Re: kill -9 <pid of X>

Alan Cox (alan@lxorguk.ukuu.org.uk)
Sun, 16 Aug 1998 20:50:49 +0100 (BST)


> > The bigger problems are that X11 is subject to being killed with sig 9
> > (which with a horrible kernel hack can be blocked for iopl3 processes)
>
> Is that so horrible? If X is going to bang hardware like kernel code,
> it may as well act like kernel code.

kernel code doesnt get pre-empted without warning, killed due to
lack of memory and other stuff. Its a more controlled space.

> > not that big a deal - a setuid "sak signal" ioctl akin to the way you
> > take over console switching covers it.
>
> Yes, as long as X won't let a user remap SAK.
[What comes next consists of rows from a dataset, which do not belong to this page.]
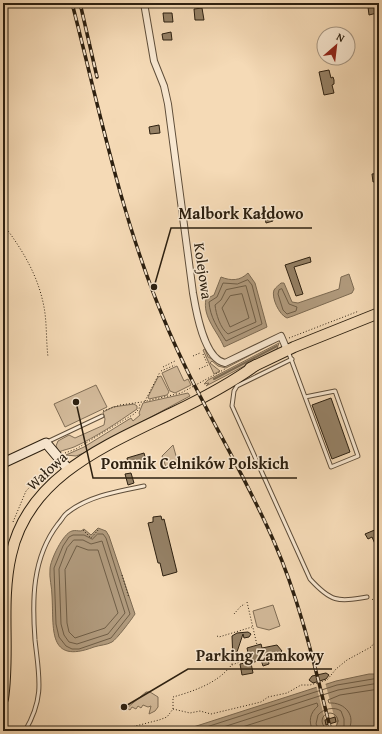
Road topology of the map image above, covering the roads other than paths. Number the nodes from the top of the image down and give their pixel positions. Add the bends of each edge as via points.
1 (6, 3) edge
2 (144, 3) edge
3 (3, 9) edge
4 (379, 313) edge
5 (287, 350) junction
6 (292, 359) junction
7 (305, 397) junction
8 (102, 416) dead end
9 (46, 442) junction
10 (3, 463) edge
11 (68, 469) junction
12 (144, 486) dead end
13 (367, 597) dead end
14 (3, 699) edge
15 (25, 731) edge

1 - 3 lane
2 - 5 street, Kolejowa via 154,61 168,104 193,294 206,343 214,357 225,363 281,336
4 - 5 main road, Wałowa
5 - 6 lane
5 - 11 main road, Wałowa via 188,398 152,422
6 - 7 lane
6 - 13 lane via 237,386 232,406 310,579 329,597 339,600
7 - 7 lane via 331,467 358,456 335,391
8 - 9 lane
9 - 10 street
9 - 11 street
11 - 14 main road, Wałowa via 36,501 21,524 13,545 6,588
12 - 15 lane via 85,503 67,513 49,536 37,568 34,592 38,703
X shouldnt be capable of remapping SAK

> > I'd agree however - you don't need to put all mode switching code in
> > kernel if you allow iopl3 proceses to lock out sig 9 and you provide
> > a sak hook. Oom should be solvable its just harder
>
> Oom is easy: mlockall()

Bad luck X11 is designed to make good use of the paging. mlockall does
work for Linus suggested mode changing daemon

> If X is going to play with hardware, then mlockall() is simply the
> correct solution. X already disables interrupts sometimes. X can use
> DMA too then, though a system call to get physical addresses would help.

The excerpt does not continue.